Im Brief war lediglich eine künstlich auf alt gemachte Karte. Darauf stand nichts außer der geheimnisvollen Internetadresse:
www.indianerehrenwort.com/kasuppke22
Wobei im Original statt "Kasuppke" der echte Nachname meines Nachbarn dastand, den ich hier aus Anonymisierungsgründen abgeändert habe. Die betreffende Internetadresse mit dem Indianderehrenwort angesteuert hab es eine seltsame Website mit Indianer-Schattenrissen und einen Holztafeln, mit platten Sprüchen drauf. Zunächst die Begrüßung:
Hugh Herr Kasuppke,
schön, dass Sie vorbeischauen. Das ist Häuptling Flinke Feder. Er möchte Ihnen eine Nachricht übermitteln und sucht dringend ihren Rat.
Zweimal weitergeklickt, sieht der Bildschirm dann so aus:
Hier fällt zum ersten Mal das Wort "DSL-Anbieter". Noch einen Klick weiter:
Besonders schön ist die Formulierung
Ich möchte vom Stamm der Deutschen Telekom angerufen und zu den Komplettpaketen von T-Home beraten werden.
Klickt man stattdessen auf "Danke, ich brauche kein DSL" geben sich die Telekomiker erstmals richtig zu erkennen:
Aufgeführt hat diesen Marketing-Mummenschanz die Leipziger Werbeagentur Wohlfahrt auf die auch die Internetadresse www.indianerehrenwort.com registriert ist. Steuert man die Website ohne den entsprechenden Namen von der Karte an, kommt man freilich nicht weiter.

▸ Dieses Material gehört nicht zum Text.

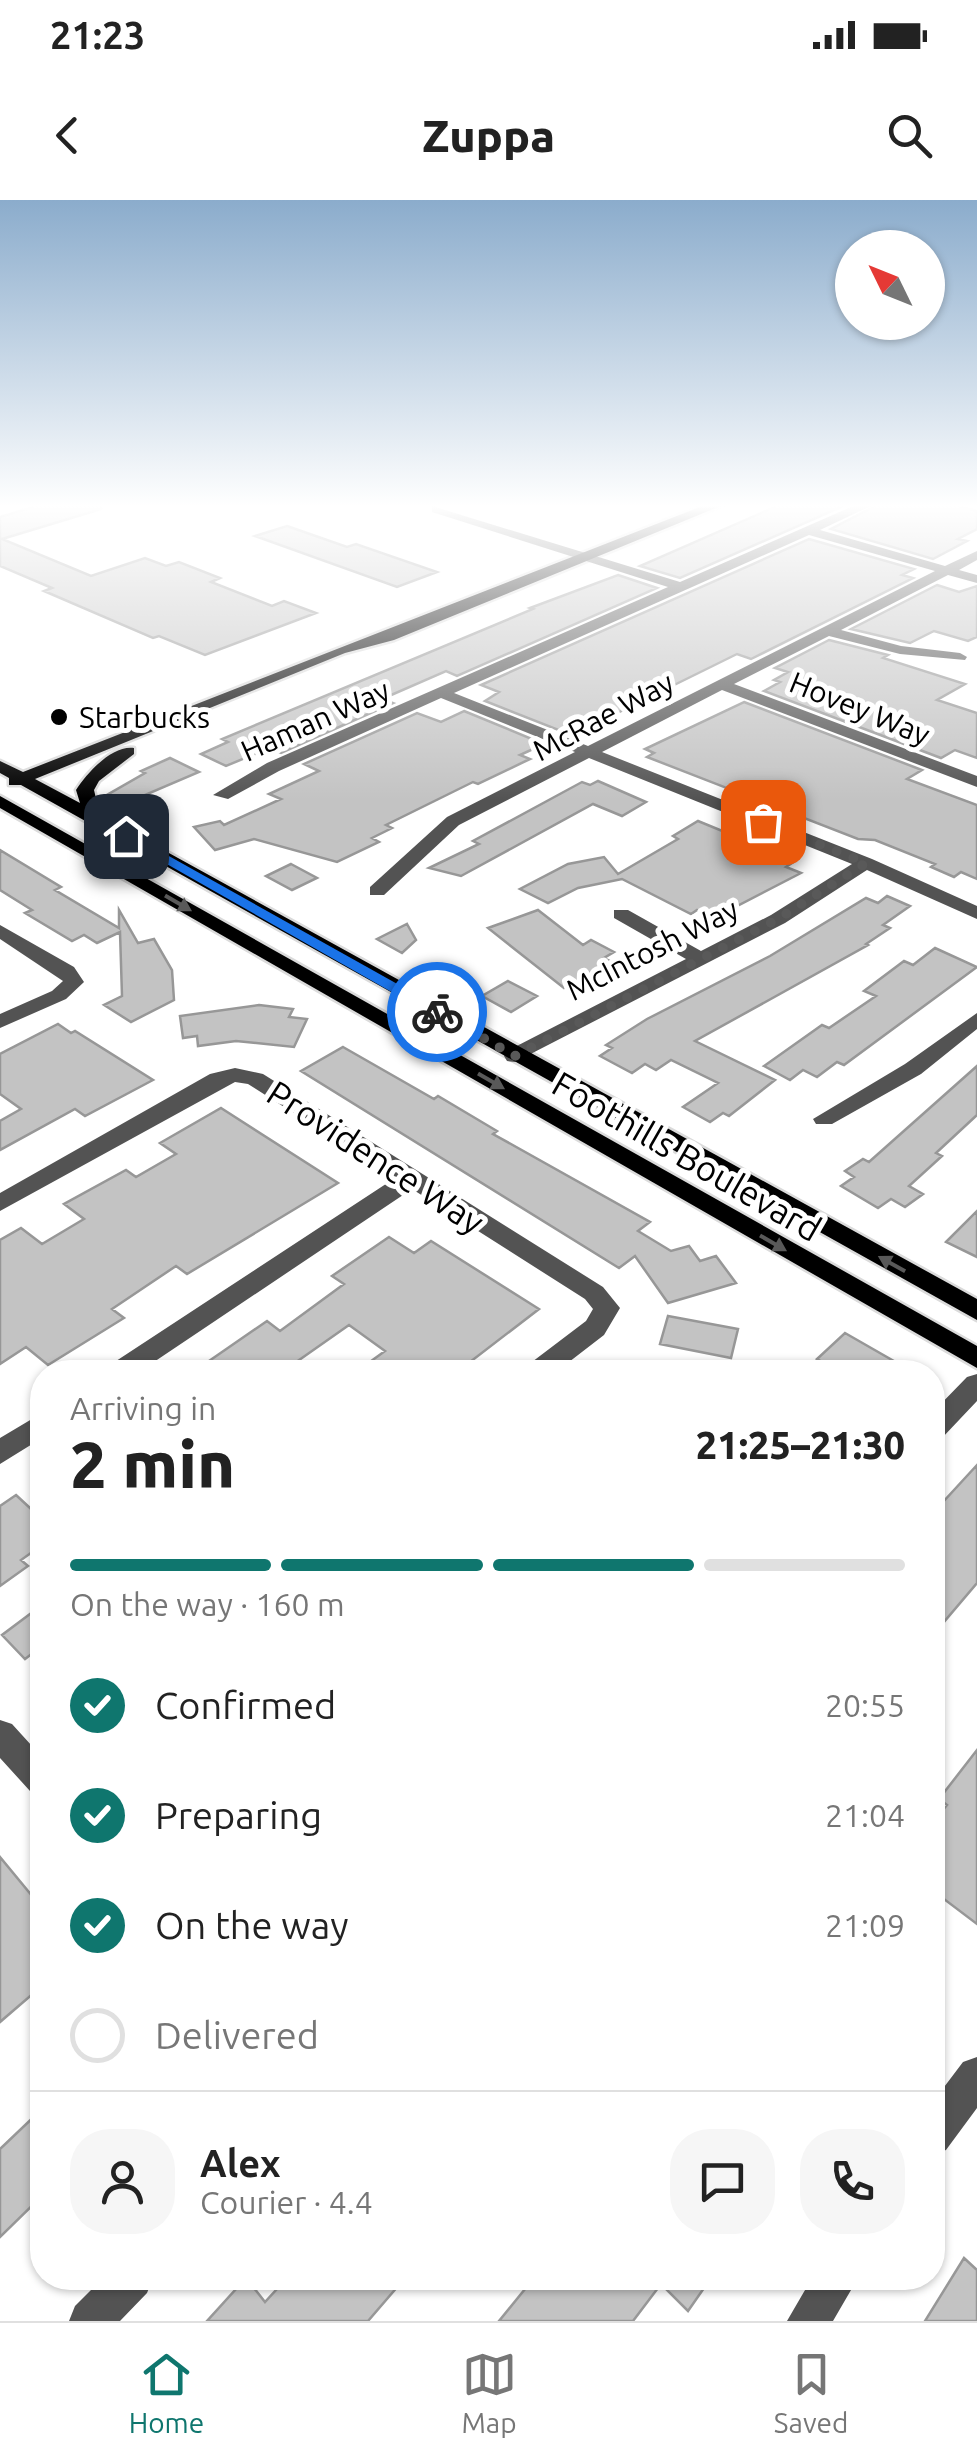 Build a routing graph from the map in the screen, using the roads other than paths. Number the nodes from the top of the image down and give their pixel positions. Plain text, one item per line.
1 (476, 602) edge
2 (647, 602) edge
3 (884, 602) edge
4 (829, 630) junction
5 (388, 637) junction
6 (960, 657) dead end
7 (722, 685) junction
8 (442, 693) junction
9 (128, 751) junction
10 (592, 754) junction
11 (0, 766) edge
12 (976, 780) edge
13 (31, 783) junction
14 (222, 794) dead end
15 (1, 798) edge
16 (92, 816) junction
17 (866, 863) junction
18 (377, 891) dead end
19 (977, 913) edge
20 (621, 914) dead end
21 (0, 931) edge
22 (698, 958) junction
23 (977, 1020) edge
24 (0, 1022) edge
25 (515, 1056) junction
26 (824, 1119) dead end
27 (408, 1180) junction
28 (0, 1203) edge
29 (977, 1311) edge
30 (977, 1358) edge
31 (138, 1360) edge
32 (554, 1360) edge
33 (977, 1384) edge
34 (945, 1417) edge
35 (30, 1432) edge
36 (0, 1453) edge
37 (0, 1735) edge
38 (30, 1765) edge
39 (977, 2076) edge
40 (945, 2119) edge
41 (120, 2290) edge
42 (830, 2290) edge
43 (90, 2321) edge
44 (808, 2321) edge

1 - 5 main road
2 - 8 street, Haman Way
3 - 4 street, McRae Way
4 - 6 street
4 - 7 street, McRae Way
5 - 9 main road
5 - 13 main road
7 - 10 street, McRae Way
7 - 12 street, Hovey Way
8 - 10 street
8 - 14 street, Haman Way
9 - 13 main road
9 - 16 main road
10 - 17 street
10 - 18 street, McRae Way
11 - 13 main road, Foothills Boulevard
13 - 15 main road
13 - 16 main road, Foothills Boulevard
15 -> 30 main road, Foothills Boulevard
16 - 25 main road, Foothills Boulevard
17 - 19 street
17 - 22 street, McIntosh Way
20 - 22 street
21 - 24 street
22 - 25 street, McIntosh Way
23 - 26 street
29 -> 25 main road, Foothills Boulevard
27 - 28 street, Providence Way
27 - 31 street
27 - 32 street, Providence Way
33 - 34 street
35 - 36 street
37 - 38 street
39 - 40 street
41 - 43 street
42 - 44 street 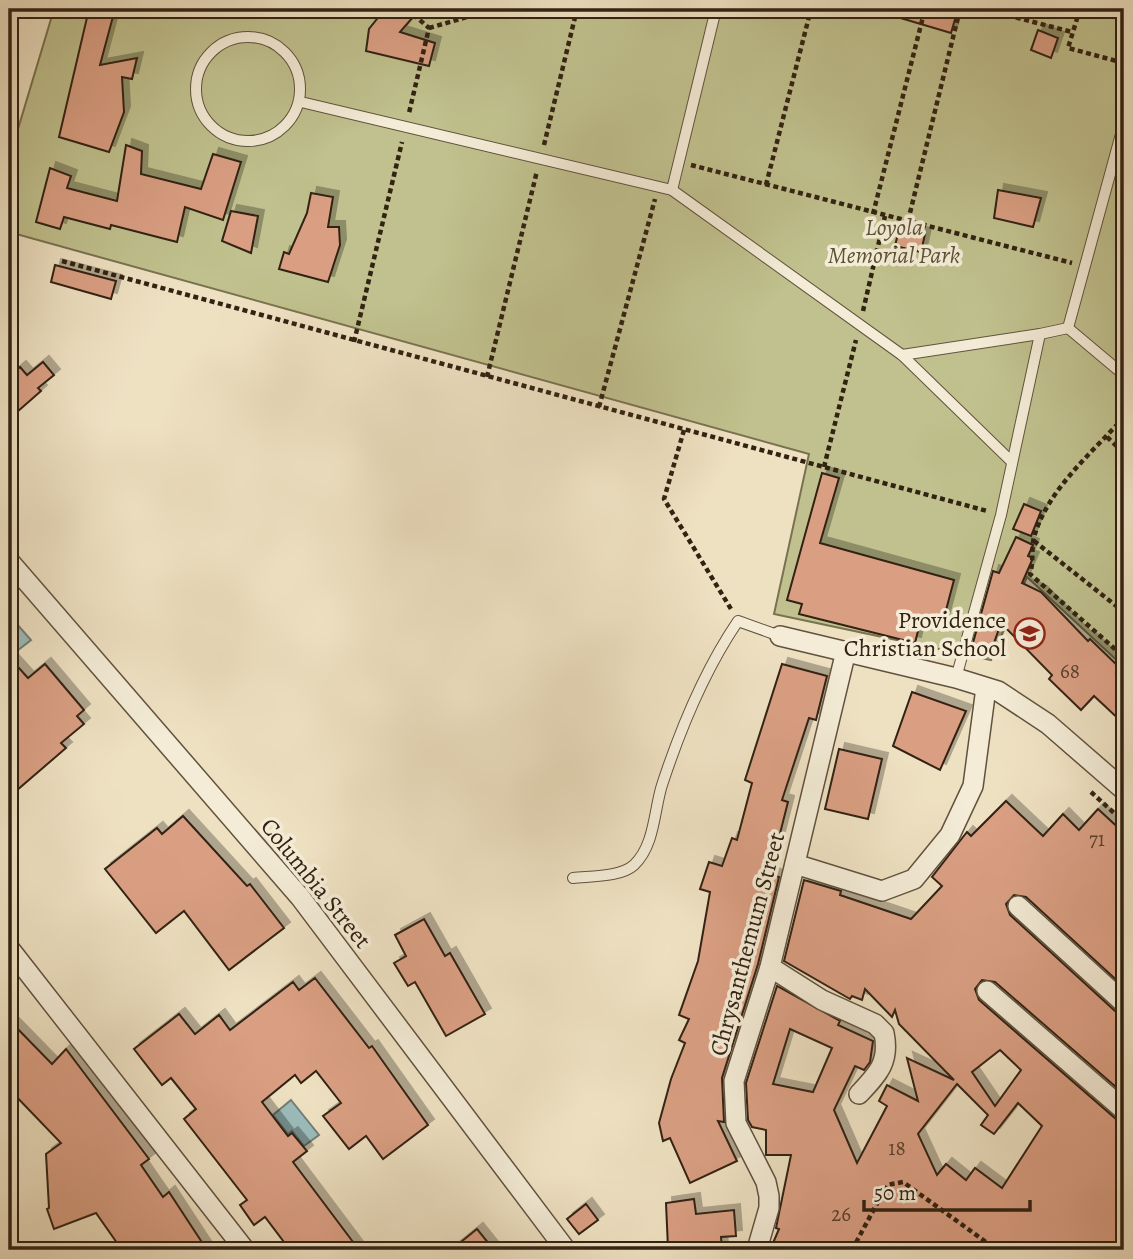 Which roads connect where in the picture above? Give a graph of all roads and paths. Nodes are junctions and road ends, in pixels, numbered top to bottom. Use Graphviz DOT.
graph roads {
  1 [pos="495,9"];
  2 [pos="577,9"];
  3 [pos="716,9"];
  4 [pos="811,9"];
  5 [pos="925,9"];
  6 [pos="960,9"];
  7 [pos="983,9"];
  8 [pos="1080,9"];
  9 [pos="411,10"];
  10 [pos="429,28"];
  11 [pos="1072,32"];
  12 [pos="1124,63"];
  13 [pos="300,102"];
  14 [pos="1124,123"];
  15 [pos="406,125"];
  16 [pos="541,157"];
  17 [pos="680,163"];
  18 [pos="659,185"];
  19 [pos="766,185"];
  20 [pos="672,190"];
  21 [pos="873,214"];
  22 [pos="908,221"];
  23 [pos="62,261"];
  24 [pos="1083,266"];
  25 [pos="1068,327"];
  26 [pos="1040,334"];
  27 [pos="354,342"];
  28 [pos="902,355"];
  29 [pos="1124,375"];
  30 [pos="486,377"];
  31 [pos="598,407"];
  32 [pos="1124,417"];
  33 [pos="684,430"];
  34 [pos="1107,437"];
  35 [pos="1124,453"];
  36 [pos="1012,462"];
  37 [pos="1001,514"];
  38 [pos="1032,540"];
  39 [pos="9,561"];
  40 [pos="1124,612"];
  41 [pos="738,621"];
  42 [pos="780,636"];
  43 [pos="846,651"];
  44 [pos="1124,657"];
  45 [pos="956,678"];
  46 [pos="986,688"];
  47 [pos="1124,790"];
  48 [pos="795,864"];
  49 [pos="573,878"];
  50 [pos="1018,906"];
  51 [pos="9,948"];
  52 [pos="770,967"];
  53 [pos="987,991"];
  54 [pos="1124,1003"];
  55 [pos="859,1094"];
  56 [pos="1124,1110"];
  57 [pos="758,1246"];
  58 [pos="245,1250"];
  59 [pos="566,1250"];
  60 [pos="852,1250"];
  61 [pos="997,1250"];
  1 -- 10 [label="path"];
  2 -- 16 [label="path"];
  3 -- 17 [label="lane"];
  4 -- 19 [label="path"];
  5 -- 21 [label="path"];
  6 -- 22 [label="path"];
  7 -- 11 [label="path"];
  8 -- 11 [label="path"];
  9 -- 10 [label="path"];
  10 -- 15 [label="path"];
  11 -- 12 [label="path"];
  13 -- 13 [label="lane"];
  13 -- 15 [label="lane"];
  14 -- 24 [label="lane"];
  15 -- 16 [label="lane"];
  15 -- 27 [label="path"];
  16 -- 18 [label="lane"];
  16 -- 30 [label="path"];
  17 -- 19 [label="path"];
  17 -- 20 [label="lane"];
  18 -- 20 [label="lane"];
  18 -- 31 [label="path"];
  19 -- 21 [label="path"];
  20 -- 28 [label="lane"];
  21 -- 22 [label="path"];
  22 -- 24 [label="path"];
  23 -- 27 [label="path"];
  24 -- 25 [label="lane"];
  25 -- 26 [label="lane"];
  25 -- 29 [label="lane"];
  26 -- 28 [label="lane"];
  26 -- 36 [label="lane"];
  27 -- 30 [label="path"];
  28 -- 36 [label="lane"];
  30 -- 31 [label="path"];
  31 -- 33 [label="path"];
  32 -- 34 [label="path"];
  33 -- 37 [label="path"];
  33 -- 41 [label="path"];
  34 -- 35 [label="path"];
  34 -- 38 [label="path"];
  36 -- 37 [label="lane"];
  37 -- 45 [label="lane"];
  38 -- 40 [label="path"];
  38 -- 44 [label="path"];
  39 -- 59 [label="street, Columbia Street"];
  41 -- 42 [label="lane"];
  41 -- 49 [label="lane"];
  42 -- 43 [label="street"];
  43 -- 45 [label="street"];
  43 -- 48 [label="street, Chrysanthemum Street"];
  45 -- 46 [label="street"];
  46 -- 47 [label="street"];
  46 -- 48 [label="street"];
  48 -- 52 [label="street, Chrysanthemum Street"];
  50 -- 54 [label="street"];
  51 -- 58 [label="street"];
  52 -- 55 [label="street"];
  52 -- 57 [label="street, Chrysanthemum Street"];
  53 -- 56 [label="street"];
  60 -- 61 [label="path"];
} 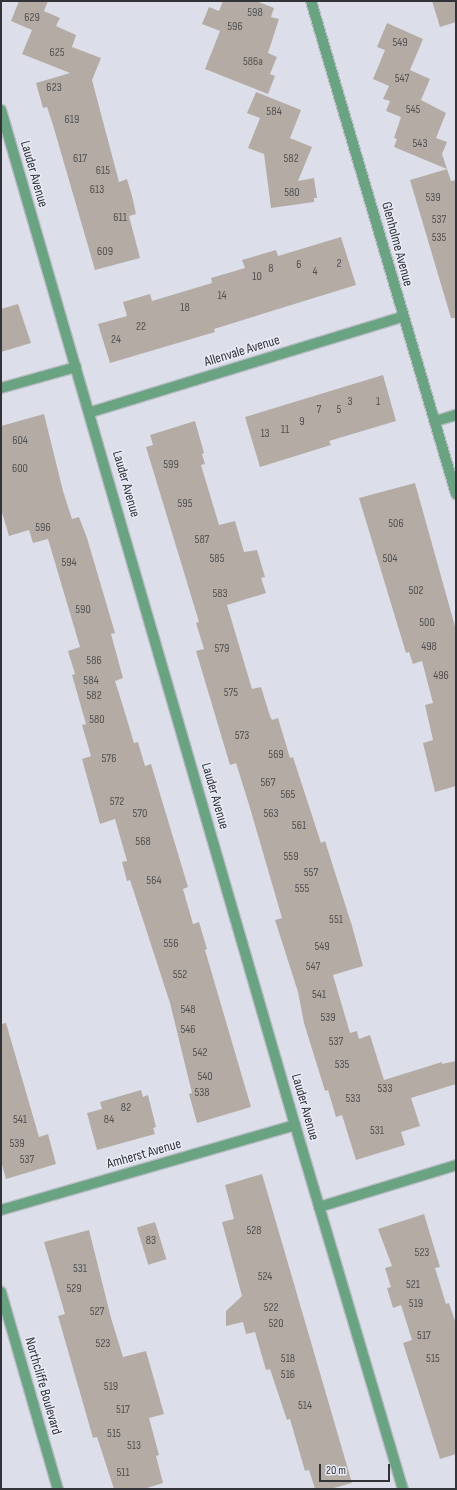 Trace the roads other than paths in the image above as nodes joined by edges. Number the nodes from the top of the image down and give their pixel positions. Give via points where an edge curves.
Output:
1 (311, 1) edge
2 (1, 110) edge
3 (3, 127) edge
4 (402, 317) junction
5 (76, 367) junction
6 (1, 388) edge
7 (91, 412) junction
8 (456, 415) edge
9 (436, 421) junction
10 (456, 494) edge
11 (295, 1125) junction
12 (456, 1165) edge
13 (319, 1207) junction
14 (1, 1210) edge
15 (1, 1292) edge
16 (58, 1489) edge
17 (403, 1489) edge

1 - 4 street, Glenholme Avenue
2 - 3 street, Lauder Avenue
3 - 5 street, Lauder Avenue
4 - 7 street, Allenvale Avenue
4 - 9 street, Glenholme Avenue
5 - 6 street
5 - 7 street, Lauder Avenue
7 - 11 street, Lauder Avenue
8 - 9 street
9 - 10 street, Glenholme Avenue
11 - 13 street, Lauder Avenue
11 - 14 street, Amherst Avenue
12 - 13 street
13 - 17 street, Lauder Avenue
15 - 16 street, Northcliffe Boulevard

Jetzt aber mal im ernst, liebe Telekom: Was soll das? Haltet Ihr es für eine gute Idee, Werbebriefe zu verschicken, die arglose Leute vielleicht für einen Privatbrief halten könnten? Und dann gebt Ihr Euch ewig nicht zu erkennen und wer beim Klicken nicht genau aufpasst erteilt auch noch die Erlaubnis auf viele viele Anrufe aus der Callcenter-Ursuppe. Für diese hanebüchene Online-Bauernfängerei werdet Ihr irgendwann in der Direktmarketing-Hölle schmoren. Darauf, liebe Telekomiker, ein großes Indianerehrenwort. Hugh!